Pharmacotherapeutic Management of Wilms Tumor: An Update
Although differences exist in treatment and risk-stratification strategies for children with Wilms tumor (WT) between the European [International Society of Paediatric Oncology (SIOP)] and American [Children’s Oncology Group (COG)] study groups, outcomes are very similar, with an overall survival of > 85%. Future strategies aim to de-intensify treatment and reduce toxicity for children with a low risk of relapse and intensify treatment for children with high-risk disease. For metastatic WT, response of lung nodules to chemotherapy is used as a marker to modify treatment intensity. For recurrent WT, a unified approach based on the use of agents that were not used for primary therapy is being introduced. Irinotecan is being explored as a new strategy in both metastatic and relapsed WT. Introduction of biology-driven approaches to risk stratification and new drug treatments has been slower in WT than in some other childhood cancers. While several new biological pathways have been identified recently in WT, their individual rarity has hampered their translation into clinical utility. Identification of robust prognostic factors requires extensive international collaborative studies because of the low proportion who relapse or die.

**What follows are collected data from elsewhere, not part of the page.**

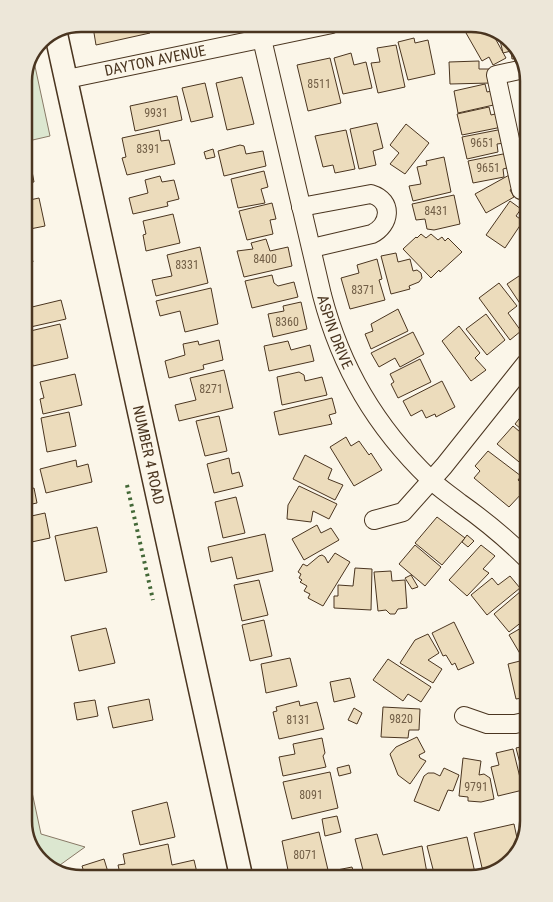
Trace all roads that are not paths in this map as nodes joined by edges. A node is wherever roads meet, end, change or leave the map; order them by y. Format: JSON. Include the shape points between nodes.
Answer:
{"nodes":[{"id":1,"x":292,"y":33,"type":"edge"},
{"id":2,"x":57,"y":39,"type":"edge"},
{"id":3,"x":262,"y":39,"type":"junction"},
{"id":4,"x":519,"y":70,"type":"edge"},
{"id":5,"x":67,"y":79,"type":"junction"},
{"id":6,"x":520,"y":185,"type":"edge"},
{"id":7,"x":301,"y":207,"type":"junction"},
{"id":8,"x":312,"y":248,"type":"junction"},
{"id":9,"x":520,"y":370,"type":"edge"},
{"id":10,"x":431,"y":480,"type":"junction"},
{"id":11,"x":374,"y":520,"type":"dead end"},
{"id":12,"x":520,"y":552,"type":"edge"},
{"id":13,"x":464,"y":716,"type":"dead end"},
{"id":14,"x":520,"y":722,"type":"edge"},
{"id":15,"x":240,"y":869,"type":"edge"}],
"edges":[{"from":1,"to":3,"type":"street","name":"DAYTON AVENUE"},
{"from":2,"to":5,"type":"main road","name":"NUMBER 4 ROAD"},
{"from":3,"to":5,"type":"street","name":"DAYTON AVENUE"},
{"from":3,"to":7,"type":"street","name":"ASPIN DRIVE"},
{"from":4,"to":6,"type":"street","via":[[496,75]]},
{"from":5,"to":15,"type":"main road","name":"NUMBER 4 ROAD"},
{"from":7,"to":8,"type":"street","name":"ASPIN DRIVE"},
{"from":7,"to":8,"type":"street","via":[[371,194],[385,204],[386,218],[379,230]]},
{"from":8,"to":10,"type":"street","name":"ASPIN DRIVE","via":[[329,322],[362,396],[402,450]]},
{"from":9,"to":10,"type":"street"},
{"from":10,"to":11,"type":"street","via":[[404,512]]},
{"from":10,"to":12,"type":"street","name":"ASPIN DRIVE"},
{"from":13,"to":14,"type":"street","via":[[487,724]]}]}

Molecular profiling studies are in progress that should ultimately improve both risk classification and signposting to more targeted therapies for the small group for whom current therapies fail. Accrual of patients with WT to early-phase trials has been low, and the efficacy of these new agents has so far been very disappointing. Better in vitro model systems to test mechanistic dependence are needed so available new agents can be more rationally prioritized for recruitment of children with WT to early-phase trials.
The authors thank Suzanne Tugnait for her contribution to the final editing of the manuscript.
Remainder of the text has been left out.